**Exercise**:
Please write out all the data that follows exactly, without the pictures.

**Given information**:
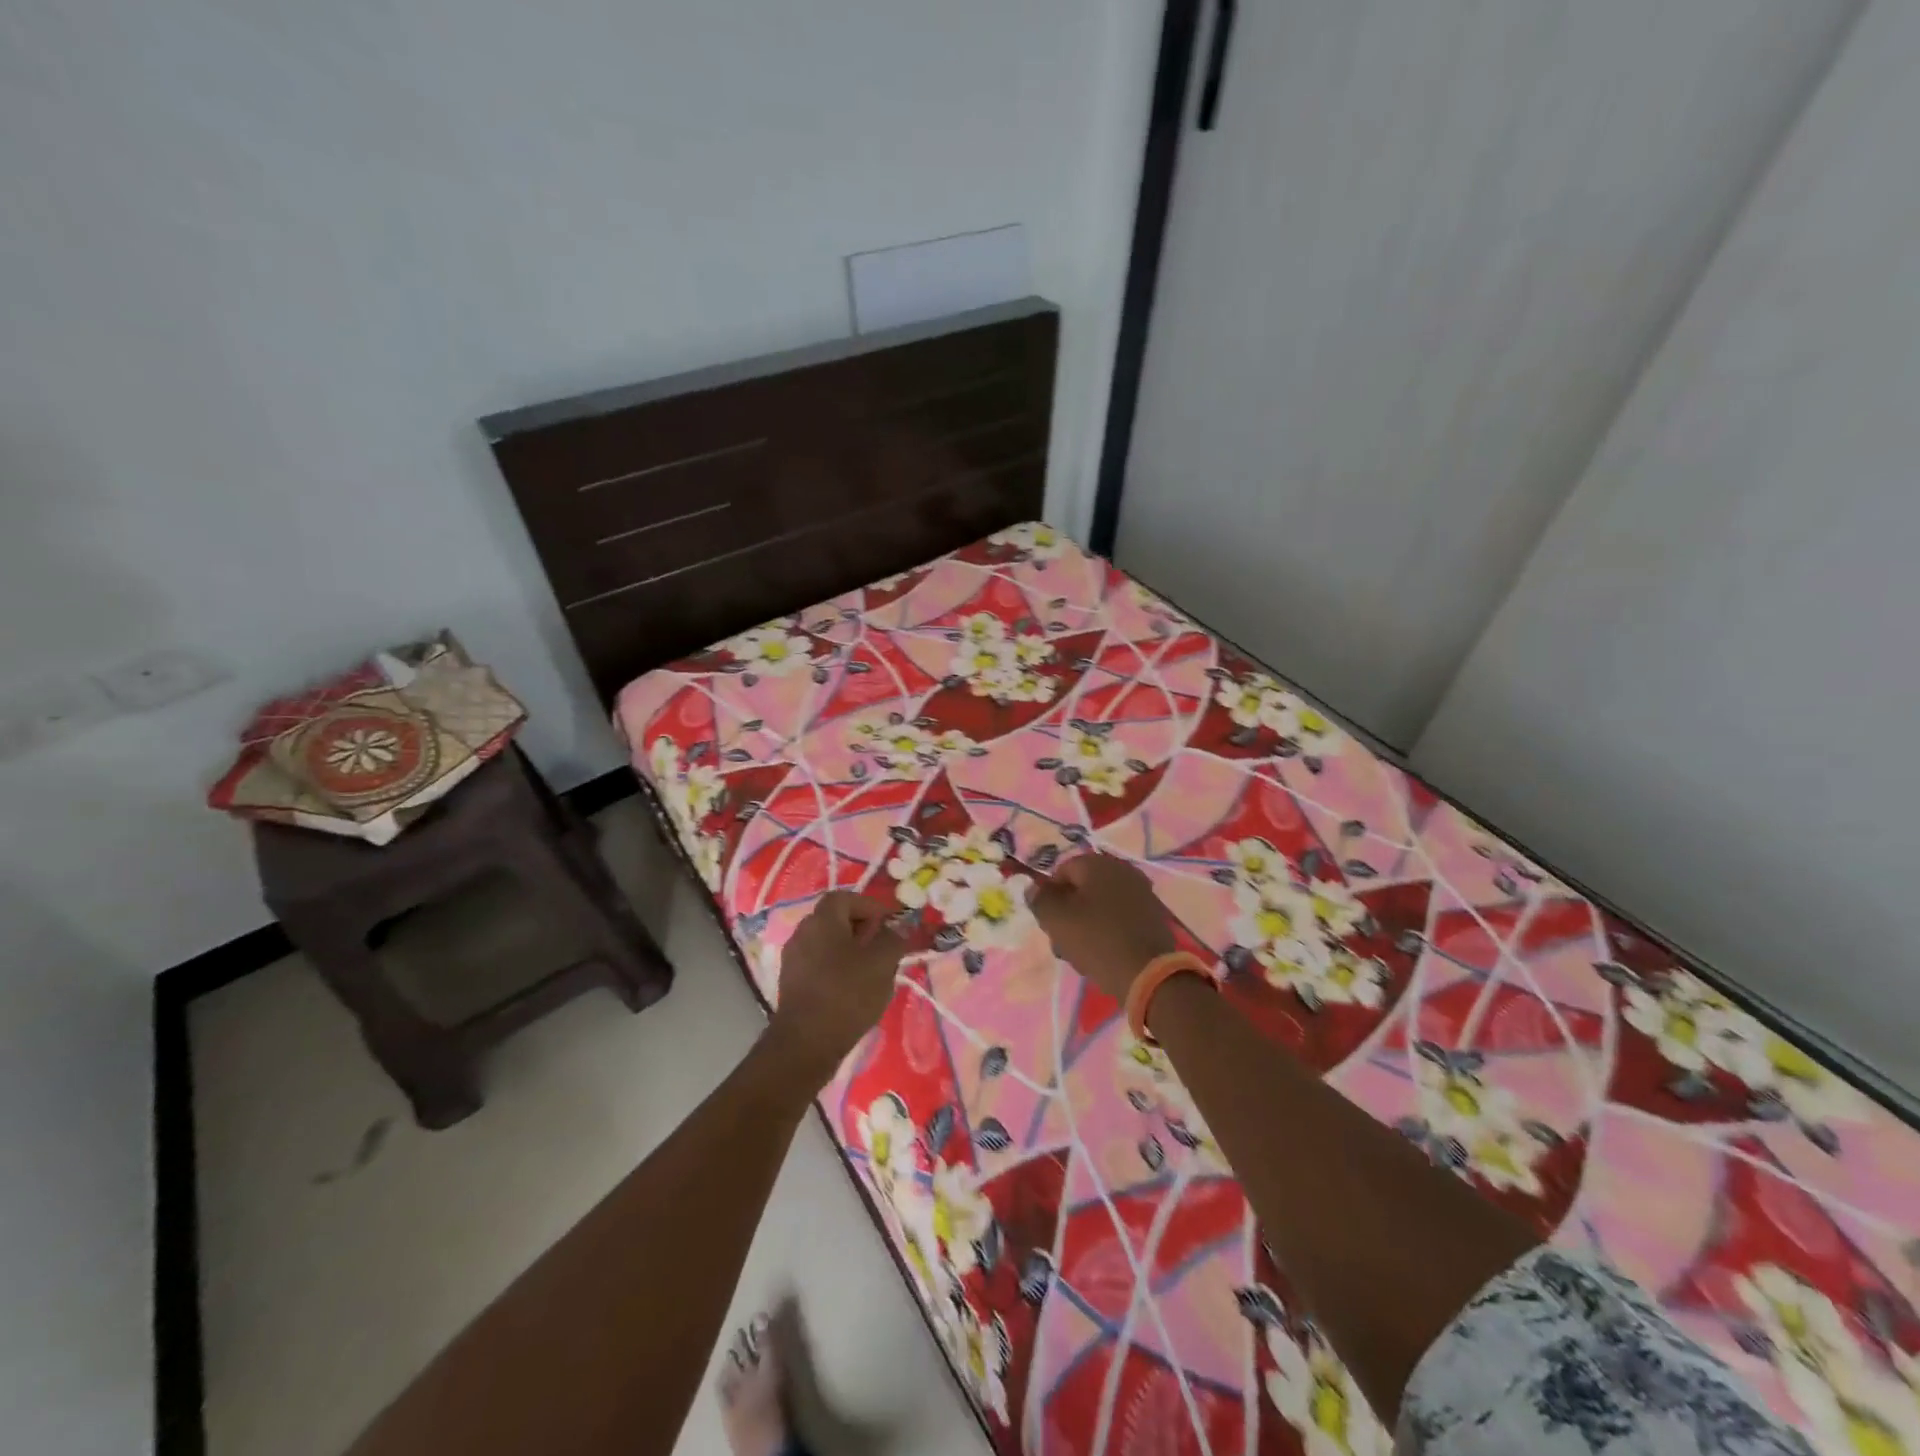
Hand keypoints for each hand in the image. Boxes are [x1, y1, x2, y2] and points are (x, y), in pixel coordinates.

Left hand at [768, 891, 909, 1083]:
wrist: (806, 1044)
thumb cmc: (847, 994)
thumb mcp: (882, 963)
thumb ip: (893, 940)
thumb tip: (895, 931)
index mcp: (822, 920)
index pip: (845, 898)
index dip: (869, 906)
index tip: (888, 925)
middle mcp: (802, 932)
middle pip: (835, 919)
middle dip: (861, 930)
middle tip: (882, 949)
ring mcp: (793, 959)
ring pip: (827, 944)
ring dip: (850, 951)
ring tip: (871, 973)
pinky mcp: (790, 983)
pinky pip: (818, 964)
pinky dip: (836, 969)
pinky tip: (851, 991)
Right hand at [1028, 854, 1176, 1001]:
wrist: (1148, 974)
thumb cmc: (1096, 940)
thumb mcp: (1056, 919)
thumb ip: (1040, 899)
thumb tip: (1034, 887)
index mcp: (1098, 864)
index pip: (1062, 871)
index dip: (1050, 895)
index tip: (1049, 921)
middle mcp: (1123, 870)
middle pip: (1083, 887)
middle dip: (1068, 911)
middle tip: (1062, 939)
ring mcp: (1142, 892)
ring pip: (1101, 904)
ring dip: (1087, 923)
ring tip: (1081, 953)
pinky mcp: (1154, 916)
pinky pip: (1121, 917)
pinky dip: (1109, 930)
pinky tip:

**Solution to the exercise**:
Hand keypoints for each hand in the image. Boxes are [x1, y1, x2, y2] and points are (x, y), in pixel coordinates.

Left hand at [768, 891, 909, 1083]:
wrist: (806, 1044)
thumb cmc: (847, 994)
thumb mcp: (882, 963)
thumb ip: (893, 940)
thumb tip: (895, 931)
index mcp: (822, 920)
index pip: (845, 898)
index dip: (869, 906)
index tip: (888, 925)
middle mcp: (802, 932)
middle pip: (835, 919)
middle dip: (861, 930)
middle tip: (882, 949)
ring mcp: (793, 959)
ring pip: (827, 944)
ring dip: (850, 951)
ring tip: (871, 973)
pinky mcp: (790, 983)
pinky pip: (818, 964)
pinky dip: (836, 969)
pinky tip: (851, 991)
Right hand at [1028, 854, 1176, 1001]:
wrist: (1148, 974)
thumb cmc: (1096, 940)
thumb mcp: (1056, 919)
thumb ip: (1040, 899)
thumb tip: (1034, 887)
index mcp: (1098, 864)
index pip: (1062, 871)
index dip: (1050, 895)
index tip: (1049, 921)
middle mcp: (1123, 870)
middle pip: (1083, 887)
middle dip: (1068, 911)
middle tip: (1062, 939)
ring mcp: (1142, 892)
ring pip: (1101, 904)
ring dip: (1087, 923)
ring tip: (1081, 953)
pinky mcp: (1154, 916)
pinky pip: (1121, 917)
pinky dip: (1109, 930)
pinky tip:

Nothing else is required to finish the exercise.